Exercise aim:
In the material below, find every line containing the string "ШКОЛЬНАЯ" and return it.

Listed records START

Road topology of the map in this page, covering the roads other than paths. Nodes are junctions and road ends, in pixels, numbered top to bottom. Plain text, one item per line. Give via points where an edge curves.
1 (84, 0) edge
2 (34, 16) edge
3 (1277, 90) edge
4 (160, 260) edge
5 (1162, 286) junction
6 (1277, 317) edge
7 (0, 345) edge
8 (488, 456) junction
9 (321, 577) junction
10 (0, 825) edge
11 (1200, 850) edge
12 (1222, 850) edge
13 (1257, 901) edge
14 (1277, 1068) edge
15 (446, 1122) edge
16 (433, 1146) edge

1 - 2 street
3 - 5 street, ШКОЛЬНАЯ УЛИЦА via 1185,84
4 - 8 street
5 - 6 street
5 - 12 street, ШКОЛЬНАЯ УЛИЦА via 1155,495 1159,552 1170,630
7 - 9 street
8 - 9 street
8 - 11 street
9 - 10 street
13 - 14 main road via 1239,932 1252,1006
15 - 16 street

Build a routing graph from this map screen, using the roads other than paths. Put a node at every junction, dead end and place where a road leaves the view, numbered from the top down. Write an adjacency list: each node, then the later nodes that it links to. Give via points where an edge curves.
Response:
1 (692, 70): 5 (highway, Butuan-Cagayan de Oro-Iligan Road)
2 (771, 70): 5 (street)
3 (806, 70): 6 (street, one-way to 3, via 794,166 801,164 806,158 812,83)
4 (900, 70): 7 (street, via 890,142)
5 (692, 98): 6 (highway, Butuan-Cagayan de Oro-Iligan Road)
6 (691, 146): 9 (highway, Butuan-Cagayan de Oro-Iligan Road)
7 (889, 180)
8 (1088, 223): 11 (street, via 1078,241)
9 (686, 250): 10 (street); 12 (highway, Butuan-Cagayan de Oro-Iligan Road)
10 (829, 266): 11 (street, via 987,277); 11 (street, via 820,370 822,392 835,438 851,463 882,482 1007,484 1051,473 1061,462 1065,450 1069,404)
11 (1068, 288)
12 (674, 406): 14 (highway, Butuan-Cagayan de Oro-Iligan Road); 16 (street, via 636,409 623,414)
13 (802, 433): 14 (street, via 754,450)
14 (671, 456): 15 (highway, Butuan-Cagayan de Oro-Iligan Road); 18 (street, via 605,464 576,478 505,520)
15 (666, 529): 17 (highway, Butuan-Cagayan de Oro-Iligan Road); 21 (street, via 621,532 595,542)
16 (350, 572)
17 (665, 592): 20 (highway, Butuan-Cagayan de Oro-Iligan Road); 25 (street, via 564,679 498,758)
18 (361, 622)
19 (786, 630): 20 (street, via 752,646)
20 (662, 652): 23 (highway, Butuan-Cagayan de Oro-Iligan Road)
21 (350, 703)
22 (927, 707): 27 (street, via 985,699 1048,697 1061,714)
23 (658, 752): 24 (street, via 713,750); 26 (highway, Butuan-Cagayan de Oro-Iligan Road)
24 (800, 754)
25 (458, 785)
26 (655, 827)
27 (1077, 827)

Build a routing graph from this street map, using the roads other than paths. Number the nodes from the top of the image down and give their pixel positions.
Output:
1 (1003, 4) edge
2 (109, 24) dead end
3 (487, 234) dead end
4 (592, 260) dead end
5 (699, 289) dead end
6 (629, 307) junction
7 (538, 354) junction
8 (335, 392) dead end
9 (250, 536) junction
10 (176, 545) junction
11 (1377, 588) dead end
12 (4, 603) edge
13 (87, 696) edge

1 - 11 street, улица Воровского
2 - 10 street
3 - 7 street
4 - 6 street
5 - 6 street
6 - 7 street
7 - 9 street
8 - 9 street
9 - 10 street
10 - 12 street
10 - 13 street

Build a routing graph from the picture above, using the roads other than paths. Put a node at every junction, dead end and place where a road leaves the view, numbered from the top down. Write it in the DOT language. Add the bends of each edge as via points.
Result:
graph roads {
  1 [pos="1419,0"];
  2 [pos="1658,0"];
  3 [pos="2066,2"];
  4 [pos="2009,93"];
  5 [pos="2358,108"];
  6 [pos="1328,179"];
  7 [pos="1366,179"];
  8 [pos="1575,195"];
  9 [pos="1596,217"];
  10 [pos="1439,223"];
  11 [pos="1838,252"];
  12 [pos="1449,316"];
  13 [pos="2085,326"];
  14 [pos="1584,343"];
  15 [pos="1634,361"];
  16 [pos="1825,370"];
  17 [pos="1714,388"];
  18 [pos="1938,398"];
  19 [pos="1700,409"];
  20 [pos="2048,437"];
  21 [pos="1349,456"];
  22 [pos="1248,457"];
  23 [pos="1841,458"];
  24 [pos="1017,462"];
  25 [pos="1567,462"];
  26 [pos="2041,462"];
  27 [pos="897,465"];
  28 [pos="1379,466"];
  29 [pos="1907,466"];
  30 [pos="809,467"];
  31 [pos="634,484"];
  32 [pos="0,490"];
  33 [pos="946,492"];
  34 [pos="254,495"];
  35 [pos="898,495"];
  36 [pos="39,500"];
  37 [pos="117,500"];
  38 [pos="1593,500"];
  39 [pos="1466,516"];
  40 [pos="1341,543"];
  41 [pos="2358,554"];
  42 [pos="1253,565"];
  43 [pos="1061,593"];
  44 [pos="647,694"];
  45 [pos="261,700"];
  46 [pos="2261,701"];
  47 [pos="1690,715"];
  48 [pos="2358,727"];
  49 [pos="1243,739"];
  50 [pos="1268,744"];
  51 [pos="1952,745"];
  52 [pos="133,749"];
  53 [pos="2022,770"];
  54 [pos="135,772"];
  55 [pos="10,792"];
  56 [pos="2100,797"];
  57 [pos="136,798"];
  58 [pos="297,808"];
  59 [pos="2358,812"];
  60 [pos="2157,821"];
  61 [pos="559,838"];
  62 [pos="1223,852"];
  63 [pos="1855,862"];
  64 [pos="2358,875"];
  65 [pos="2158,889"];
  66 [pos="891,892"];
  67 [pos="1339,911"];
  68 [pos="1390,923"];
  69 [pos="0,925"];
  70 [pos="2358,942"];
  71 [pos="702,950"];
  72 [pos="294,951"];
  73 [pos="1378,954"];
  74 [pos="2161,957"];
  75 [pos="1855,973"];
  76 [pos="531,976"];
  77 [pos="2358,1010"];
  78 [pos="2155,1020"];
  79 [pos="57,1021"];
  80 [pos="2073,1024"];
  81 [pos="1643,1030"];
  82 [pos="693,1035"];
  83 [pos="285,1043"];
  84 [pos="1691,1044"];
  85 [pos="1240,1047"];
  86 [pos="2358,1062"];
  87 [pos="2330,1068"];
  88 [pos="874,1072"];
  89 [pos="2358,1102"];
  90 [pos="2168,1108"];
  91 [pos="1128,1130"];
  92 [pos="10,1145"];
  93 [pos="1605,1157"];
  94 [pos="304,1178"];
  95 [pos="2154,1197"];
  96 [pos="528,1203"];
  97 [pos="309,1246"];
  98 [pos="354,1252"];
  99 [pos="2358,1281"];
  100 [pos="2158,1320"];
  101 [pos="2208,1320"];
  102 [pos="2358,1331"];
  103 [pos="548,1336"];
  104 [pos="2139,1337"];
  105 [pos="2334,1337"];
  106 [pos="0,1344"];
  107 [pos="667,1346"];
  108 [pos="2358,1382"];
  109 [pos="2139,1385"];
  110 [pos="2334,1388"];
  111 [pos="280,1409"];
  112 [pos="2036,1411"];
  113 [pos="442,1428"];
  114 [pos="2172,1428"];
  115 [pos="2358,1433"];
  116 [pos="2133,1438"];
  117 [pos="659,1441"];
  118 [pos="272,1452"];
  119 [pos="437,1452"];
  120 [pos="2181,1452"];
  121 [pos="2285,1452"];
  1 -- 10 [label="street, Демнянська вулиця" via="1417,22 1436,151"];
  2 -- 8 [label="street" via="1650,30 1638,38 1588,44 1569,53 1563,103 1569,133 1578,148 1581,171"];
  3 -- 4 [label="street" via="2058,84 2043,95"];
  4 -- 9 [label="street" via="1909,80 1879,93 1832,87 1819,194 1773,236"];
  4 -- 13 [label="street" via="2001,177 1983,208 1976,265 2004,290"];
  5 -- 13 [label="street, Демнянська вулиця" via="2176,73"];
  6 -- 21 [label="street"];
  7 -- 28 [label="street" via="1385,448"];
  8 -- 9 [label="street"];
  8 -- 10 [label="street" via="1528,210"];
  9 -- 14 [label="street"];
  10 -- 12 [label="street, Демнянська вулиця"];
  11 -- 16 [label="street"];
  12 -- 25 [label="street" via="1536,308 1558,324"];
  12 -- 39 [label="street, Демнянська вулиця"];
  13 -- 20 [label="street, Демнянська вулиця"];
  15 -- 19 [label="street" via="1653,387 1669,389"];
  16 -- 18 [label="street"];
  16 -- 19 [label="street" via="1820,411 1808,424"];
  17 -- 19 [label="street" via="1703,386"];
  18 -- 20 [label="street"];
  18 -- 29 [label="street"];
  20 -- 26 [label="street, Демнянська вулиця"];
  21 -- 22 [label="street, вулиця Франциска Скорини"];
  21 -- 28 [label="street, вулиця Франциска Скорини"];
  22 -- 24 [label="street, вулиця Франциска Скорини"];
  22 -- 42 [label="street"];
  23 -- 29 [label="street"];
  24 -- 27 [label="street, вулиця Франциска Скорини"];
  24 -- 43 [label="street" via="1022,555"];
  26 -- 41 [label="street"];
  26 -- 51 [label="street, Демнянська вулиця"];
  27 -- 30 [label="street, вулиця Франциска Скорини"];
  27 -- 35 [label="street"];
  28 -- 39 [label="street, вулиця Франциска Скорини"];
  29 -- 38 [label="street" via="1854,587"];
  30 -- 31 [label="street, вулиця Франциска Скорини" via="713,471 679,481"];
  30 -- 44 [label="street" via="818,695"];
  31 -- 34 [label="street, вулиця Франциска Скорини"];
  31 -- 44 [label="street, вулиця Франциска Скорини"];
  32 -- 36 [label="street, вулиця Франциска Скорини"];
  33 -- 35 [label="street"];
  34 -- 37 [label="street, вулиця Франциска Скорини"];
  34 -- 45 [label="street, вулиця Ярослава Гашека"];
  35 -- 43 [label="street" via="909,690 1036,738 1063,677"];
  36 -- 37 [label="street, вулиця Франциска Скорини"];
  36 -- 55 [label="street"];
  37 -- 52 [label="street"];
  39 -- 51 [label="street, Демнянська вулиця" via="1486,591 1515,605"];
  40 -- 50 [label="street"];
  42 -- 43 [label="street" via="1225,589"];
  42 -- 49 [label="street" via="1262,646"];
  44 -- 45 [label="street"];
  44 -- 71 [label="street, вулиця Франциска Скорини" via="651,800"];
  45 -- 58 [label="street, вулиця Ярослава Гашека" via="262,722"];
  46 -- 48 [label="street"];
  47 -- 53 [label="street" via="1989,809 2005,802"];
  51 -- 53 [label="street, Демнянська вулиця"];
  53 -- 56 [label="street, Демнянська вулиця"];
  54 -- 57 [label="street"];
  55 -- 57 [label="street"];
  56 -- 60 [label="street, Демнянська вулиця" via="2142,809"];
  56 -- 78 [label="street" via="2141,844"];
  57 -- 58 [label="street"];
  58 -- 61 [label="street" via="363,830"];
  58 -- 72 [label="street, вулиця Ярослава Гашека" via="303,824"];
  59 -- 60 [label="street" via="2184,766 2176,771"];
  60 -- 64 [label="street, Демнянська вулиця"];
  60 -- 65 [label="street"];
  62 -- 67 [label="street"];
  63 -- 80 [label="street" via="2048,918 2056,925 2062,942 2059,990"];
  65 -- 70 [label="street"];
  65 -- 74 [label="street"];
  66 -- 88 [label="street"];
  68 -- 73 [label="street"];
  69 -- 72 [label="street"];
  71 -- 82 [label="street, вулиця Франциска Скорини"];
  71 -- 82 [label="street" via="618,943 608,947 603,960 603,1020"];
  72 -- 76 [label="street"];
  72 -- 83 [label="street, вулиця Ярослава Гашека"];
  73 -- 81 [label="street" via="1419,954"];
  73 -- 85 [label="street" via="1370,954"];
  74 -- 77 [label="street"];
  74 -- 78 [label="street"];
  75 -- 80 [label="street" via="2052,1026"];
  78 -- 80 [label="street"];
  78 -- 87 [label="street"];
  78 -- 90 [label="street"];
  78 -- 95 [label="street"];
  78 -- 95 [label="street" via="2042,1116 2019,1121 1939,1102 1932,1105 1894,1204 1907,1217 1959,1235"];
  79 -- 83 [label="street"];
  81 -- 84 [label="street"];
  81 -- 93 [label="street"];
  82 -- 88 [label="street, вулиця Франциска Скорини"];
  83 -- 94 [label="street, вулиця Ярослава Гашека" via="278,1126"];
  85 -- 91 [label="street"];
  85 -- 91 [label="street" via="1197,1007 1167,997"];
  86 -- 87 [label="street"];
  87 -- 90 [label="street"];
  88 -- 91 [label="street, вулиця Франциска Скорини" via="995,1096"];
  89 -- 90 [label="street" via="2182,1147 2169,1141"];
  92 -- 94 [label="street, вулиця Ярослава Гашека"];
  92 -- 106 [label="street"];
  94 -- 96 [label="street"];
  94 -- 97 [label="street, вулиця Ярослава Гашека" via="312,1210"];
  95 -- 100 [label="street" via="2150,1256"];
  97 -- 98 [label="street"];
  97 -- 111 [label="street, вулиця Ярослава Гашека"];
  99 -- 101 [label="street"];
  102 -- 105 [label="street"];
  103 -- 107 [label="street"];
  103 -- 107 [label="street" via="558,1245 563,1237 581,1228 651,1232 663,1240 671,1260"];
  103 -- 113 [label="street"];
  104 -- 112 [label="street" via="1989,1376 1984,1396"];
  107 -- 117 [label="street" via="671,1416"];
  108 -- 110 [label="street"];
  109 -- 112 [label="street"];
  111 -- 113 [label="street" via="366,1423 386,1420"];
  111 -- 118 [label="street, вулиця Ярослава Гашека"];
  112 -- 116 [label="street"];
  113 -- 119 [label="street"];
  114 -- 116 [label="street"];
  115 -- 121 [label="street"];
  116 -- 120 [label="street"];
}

Listed records END

Solved problem:
3 - 5 street, ШКОЛЬНАЯ УЛИЦА via 1185,84
5 - 12 street, ШКОЛЬНАЯ УЛИЦА via 1155,495 1159,552 1170,630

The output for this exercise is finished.